Records from a collection
━━━━━━━━━━━━━━━━━━━━
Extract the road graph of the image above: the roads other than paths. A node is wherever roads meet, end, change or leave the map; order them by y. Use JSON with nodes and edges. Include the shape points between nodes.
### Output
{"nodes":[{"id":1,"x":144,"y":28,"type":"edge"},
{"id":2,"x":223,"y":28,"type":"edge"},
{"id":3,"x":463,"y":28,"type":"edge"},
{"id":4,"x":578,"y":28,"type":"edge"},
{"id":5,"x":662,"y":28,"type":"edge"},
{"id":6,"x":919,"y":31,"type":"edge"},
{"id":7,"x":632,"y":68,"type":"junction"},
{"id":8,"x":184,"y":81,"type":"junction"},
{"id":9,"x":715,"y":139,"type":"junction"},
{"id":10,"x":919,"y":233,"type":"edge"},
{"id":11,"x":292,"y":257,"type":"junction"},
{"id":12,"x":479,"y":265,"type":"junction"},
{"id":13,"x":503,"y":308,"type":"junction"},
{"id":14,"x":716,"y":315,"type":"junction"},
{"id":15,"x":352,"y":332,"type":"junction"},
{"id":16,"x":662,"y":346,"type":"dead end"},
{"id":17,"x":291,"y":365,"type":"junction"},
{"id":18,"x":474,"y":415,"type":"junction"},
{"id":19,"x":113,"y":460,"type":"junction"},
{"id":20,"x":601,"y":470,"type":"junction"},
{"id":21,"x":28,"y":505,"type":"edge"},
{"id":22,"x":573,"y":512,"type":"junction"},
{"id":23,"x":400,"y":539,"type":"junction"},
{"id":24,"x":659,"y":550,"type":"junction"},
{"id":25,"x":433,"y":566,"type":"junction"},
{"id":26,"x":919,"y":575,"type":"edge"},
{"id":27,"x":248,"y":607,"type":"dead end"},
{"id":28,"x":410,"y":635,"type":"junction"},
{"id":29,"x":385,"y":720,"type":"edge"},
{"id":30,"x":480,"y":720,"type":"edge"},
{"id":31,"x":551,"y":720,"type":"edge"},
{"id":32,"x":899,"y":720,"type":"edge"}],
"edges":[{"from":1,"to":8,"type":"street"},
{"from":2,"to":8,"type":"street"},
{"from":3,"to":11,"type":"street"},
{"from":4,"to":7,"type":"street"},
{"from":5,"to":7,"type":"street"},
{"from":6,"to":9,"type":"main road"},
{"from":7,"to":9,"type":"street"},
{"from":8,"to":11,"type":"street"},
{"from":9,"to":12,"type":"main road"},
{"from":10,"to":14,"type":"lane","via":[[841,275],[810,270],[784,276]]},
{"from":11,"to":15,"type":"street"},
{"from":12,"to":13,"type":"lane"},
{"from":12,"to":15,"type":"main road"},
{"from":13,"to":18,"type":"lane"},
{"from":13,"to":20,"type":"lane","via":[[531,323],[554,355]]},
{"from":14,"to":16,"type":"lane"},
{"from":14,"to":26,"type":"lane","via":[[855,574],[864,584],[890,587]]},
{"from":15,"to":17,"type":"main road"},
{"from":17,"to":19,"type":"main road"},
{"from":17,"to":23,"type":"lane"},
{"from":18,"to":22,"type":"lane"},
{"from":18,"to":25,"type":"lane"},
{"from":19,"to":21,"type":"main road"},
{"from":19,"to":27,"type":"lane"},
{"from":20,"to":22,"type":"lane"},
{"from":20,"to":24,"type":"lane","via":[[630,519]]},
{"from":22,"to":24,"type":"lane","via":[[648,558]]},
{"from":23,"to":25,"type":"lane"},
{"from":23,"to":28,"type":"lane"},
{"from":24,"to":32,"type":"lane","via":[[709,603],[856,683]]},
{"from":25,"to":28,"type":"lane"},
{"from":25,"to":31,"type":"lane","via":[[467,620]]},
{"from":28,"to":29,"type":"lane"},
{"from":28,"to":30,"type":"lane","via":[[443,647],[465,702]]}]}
━━━━━━━━━━━━━━━━━━━━
**Exercise instructions**. You are asked to transcribe the complete data exactly.

**Final answer**.
Extract the road graph of the image above: the roads other than paths. A node is wherever roads meet, end, change or leave the map; order them by y. Use JSON with nodes and edges. Include the shape points between nodes.
### Output
{"nodes":[{"id":1,"x":144,"y":28,"type":"edge"},
{"id":2,"x":223,"y":28,"type":"edge"},
{"id":3,"x":463,"y":28,"type":"edge"},
{"id":4,"x":578,"y":28,"type":"edge"},
{"id":5,"x":662,"y":28,"type":"edge"},
{"id":6,"x":919,"y":31,"type":"edge"},
{"id":7,"x":632,"y":68,"type":"junction"},
{"id":8,"x":184,"y":81,"type":"junction"},
{"id":9,"x":715,"y":139,"type":"junction"},
{"id":10,"x":919,"y":233,"type":"edge"},
{"id":11,"x":292,"y":257,"type":"junction"},
{"id":12,"x":479,"y":265,"type":"junction"},
{"id":13,"x":503,"y":308,"type":"junction"},
{"id":14,"x":716,"y":315,"type":"junction"},
{"id":15,"x":352,"y":332,"type":"junction"},
{"id":16,"x":662,"y":346,"type":"dead end"},
{"id":17,"x":291,"y":365,"type":"junction"},
{"id":18,"x":474,"y":415,"type":"junction"},
{"id":19,"x":113,"y":460,"type":"junction"},
{"id":20,"x":601,"y":470,"type":"junction"},
{"id":21,"x":28,"y":505,"type":"edge"},
{"id":22,"x":573,"y":512,"type":"junction"},
{"id":23,"x":400,"y":539,"type":"junction"},
{"id":24,"x":659,"y":550,"type":"junction"},
{"id":25,"x":433,"y":566,"type":"junction"},
{"id":26,"x":919,"y":575,"type":"edge"},
{"id":27,"x":248,"y":607,"type":"dead end"},
{"id":28,"x":410,"y":635,"type":"junction"},
{"id":29,"x":385,"y":720,"type":"edge"},
{"id":30,"x":480,"y":720,"type":"edge"},
{"id":31,"x":551,"y":720,"type":"edge"},
{"id":32,"x":899,"y":720,"type":"edge"}],
"edges":[{"from":1,"to":8,"type":"street"},
{"from":2,"to":8,"type":"street"},
{"from":3,"to":11,"type":"street"},
{"from":4,"to":7,"type":"street"},
{"from":5,"to":7,"type":"street"},
{"from":6,"to":9,"type":"main road"},
{"from":7,"to":9,"type":"street"},
{"from":8,"to":11,"type":"street"},
{"from":9,"to":12,"type":"main road"},
{"from":10,"to":14,"type":"lane","via":[[841,275],[810,270],[784,276]]},
{"from":11,"to":15,"type":"street"},
{"from":12,"to":13,"type":"lane"},
{"from":12,"to":15,"type":"main road"},
{"from":13,"to":18,"type":"lane"},
{"from":13,"to":20,"type":"lane","via":[[531,323],[554,355]]},
{"from":14,"to":16,"type":"lane"},
{"from":14,"to":26,"type":"lane","via":[[855,574],[864,584],[890,587]]},
{"from":15,"to":17,"type":"main road"},
{"from":17,"to":19,"type":"main road"},
{"from":17,"to":23,"type":"lane"},
{"from":18,"to":22,"type":"lane"},
{"from":18,"to":25,"type":"lane"},
{"from":19,"to":21,"type":"main road"},
{"from":19,"to":27,"type":"lane"},
{"from":20,"to":22,"type":"lane"},
{"from":20,"to":24,"type":"lane","via":[[630,519]]},
{"from":22,"to":24,"type":"lane","via":[[648,558]]},
{"from":23,"to":25,"type":"lane"},
{"from":23,"to":28,"type":"lane"},
{"from":24,"to":32,"type":"lane","via":[[709,603],[856,683]]},
{"from":25,"to":28,"type":"lane"},
{"from":25,"to":31,"type":"lane","via":[[467,620]]},
{"from":28,"to":29,"type":"lane"},
{"from":28,"to":30,"type":"lane","via":[[443,647],[465,702]]}]}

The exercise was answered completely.